▸ **REQUIRED ACTION**
If a line in the listing below includes the string "Pozzillo", pull it out.

▸ **RECORDS SUPPLIED**
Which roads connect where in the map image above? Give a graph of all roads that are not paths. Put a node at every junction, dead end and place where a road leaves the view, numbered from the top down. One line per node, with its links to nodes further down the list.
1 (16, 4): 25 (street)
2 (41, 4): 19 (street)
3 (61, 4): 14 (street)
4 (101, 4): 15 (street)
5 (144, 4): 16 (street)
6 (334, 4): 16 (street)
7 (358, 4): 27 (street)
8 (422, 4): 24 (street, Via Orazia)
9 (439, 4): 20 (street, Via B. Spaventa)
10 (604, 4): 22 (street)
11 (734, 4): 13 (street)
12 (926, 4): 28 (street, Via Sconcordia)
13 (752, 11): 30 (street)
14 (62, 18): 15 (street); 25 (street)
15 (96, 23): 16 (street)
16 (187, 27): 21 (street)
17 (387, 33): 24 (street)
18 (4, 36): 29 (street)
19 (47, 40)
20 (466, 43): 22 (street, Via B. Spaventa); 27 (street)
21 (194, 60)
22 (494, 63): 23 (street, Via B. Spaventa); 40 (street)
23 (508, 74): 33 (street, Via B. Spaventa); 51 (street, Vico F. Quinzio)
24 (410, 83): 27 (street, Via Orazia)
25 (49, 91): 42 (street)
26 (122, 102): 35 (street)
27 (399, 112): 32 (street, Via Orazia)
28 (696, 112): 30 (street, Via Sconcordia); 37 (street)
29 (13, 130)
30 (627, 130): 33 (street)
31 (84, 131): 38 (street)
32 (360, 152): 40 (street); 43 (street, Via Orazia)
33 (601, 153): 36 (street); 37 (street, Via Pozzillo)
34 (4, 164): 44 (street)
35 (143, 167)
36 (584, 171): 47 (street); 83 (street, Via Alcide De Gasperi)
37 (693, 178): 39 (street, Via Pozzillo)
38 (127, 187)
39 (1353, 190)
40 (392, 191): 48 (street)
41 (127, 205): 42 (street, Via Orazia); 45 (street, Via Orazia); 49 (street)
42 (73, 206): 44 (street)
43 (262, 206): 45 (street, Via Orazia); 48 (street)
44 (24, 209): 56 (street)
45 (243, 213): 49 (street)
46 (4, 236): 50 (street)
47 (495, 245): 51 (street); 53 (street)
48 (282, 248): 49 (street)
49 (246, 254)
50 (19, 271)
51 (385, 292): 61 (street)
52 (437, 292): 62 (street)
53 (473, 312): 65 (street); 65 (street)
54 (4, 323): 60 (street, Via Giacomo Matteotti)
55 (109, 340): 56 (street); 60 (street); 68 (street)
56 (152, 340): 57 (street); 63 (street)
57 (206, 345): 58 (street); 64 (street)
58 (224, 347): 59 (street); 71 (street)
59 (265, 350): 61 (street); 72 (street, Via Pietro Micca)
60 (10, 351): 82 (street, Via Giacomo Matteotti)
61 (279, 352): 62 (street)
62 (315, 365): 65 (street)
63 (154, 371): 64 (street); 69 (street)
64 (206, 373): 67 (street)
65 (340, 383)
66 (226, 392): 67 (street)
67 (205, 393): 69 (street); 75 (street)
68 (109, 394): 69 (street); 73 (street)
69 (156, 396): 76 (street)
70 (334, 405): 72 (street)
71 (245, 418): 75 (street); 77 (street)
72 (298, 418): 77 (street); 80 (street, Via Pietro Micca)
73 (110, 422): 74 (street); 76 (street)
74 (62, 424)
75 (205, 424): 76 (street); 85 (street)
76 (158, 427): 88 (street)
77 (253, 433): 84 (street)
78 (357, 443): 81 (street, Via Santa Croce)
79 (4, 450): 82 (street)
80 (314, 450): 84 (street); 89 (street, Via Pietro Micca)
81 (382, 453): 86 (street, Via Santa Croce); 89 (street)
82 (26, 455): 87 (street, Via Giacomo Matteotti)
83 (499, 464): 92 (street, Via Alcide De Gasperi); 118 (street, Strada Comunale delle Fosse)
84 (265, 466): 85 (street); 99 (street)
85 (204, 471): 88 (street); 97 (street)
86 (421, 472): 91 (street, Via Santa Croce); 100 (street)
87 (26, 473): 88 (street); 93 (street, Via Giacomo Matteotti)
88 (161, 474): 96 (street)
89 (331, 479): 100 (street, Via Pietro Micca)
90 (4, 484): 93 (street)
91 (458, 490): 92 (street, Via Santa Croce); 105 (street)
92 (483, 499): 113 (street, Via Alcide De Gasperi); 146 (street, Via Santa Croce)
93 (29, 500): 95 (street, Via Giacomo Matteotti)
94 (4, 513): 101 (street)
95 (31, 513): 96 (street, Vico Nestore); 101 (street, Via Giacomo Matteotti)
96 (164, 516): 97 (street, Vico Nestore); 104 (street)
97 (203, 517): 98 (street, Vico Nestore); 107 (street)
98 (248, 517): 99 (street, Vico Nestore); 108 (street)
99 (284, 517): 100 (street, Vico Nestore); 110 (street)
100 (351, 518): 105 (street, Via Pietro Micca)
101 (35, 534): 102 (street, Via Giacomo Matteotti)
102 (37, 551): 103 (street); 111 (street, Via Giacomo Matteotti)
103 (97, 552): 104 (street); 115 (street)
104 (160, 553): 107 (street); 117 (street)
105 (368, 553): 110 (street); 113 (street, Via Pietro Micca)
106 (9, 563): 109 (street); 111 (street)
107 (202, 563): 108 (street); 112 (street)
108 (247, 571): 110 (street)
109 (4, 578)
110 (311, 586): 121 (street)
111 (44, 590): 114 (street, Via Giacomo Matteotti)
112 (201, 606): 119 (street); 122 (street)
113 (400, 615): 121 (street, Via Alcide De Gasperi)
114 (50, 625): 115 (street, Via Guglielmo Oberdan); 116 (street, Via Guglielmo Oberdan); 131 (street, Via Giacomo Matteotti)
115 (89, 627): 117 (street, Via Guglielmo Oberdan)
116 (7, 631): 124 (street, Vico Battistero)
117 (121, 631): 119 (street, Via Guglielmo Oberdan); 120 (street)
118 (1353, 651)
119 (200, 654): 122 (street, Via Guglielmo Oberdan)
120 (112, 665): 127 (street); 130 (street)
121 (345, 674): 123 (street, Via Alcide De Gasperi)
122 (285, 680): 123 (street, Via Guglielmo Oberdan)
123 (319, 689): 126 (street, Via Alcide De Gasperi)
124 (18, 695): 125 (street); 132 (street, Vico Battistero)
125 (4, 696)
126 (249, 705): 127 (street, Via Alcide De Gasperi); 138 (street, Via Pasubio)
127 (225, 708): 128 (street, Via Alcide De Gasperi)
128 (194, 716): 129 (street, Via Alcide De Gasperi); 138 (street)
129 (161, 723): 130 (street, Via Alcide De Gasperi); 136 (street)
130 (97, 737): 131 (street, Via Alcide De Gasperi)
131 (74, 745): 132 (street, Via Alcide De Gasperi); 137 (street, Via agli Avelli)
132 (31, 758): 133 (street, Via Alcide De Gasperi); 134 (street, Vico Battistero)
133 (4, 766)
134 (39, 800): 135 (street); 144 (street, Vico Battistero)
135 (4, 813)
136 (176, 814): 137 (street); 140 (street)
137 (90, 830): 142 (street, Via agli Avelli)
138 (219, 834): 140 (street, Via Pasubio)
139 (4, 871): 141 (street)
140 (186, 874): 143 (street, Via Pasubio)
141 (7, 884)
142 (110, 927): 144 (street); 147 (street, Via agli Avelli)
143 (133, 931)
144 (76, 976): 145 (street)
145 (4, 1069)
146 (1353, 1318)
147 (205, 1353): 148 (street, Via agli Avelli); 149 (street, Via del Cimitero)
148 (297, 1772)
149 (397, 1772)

▸ **YOUR RESPONSE**
33 (601, 153): 36 (street); 37 (street, Via Pozzillo)
37 (693, 178): 39 (street, Via Pozzillo)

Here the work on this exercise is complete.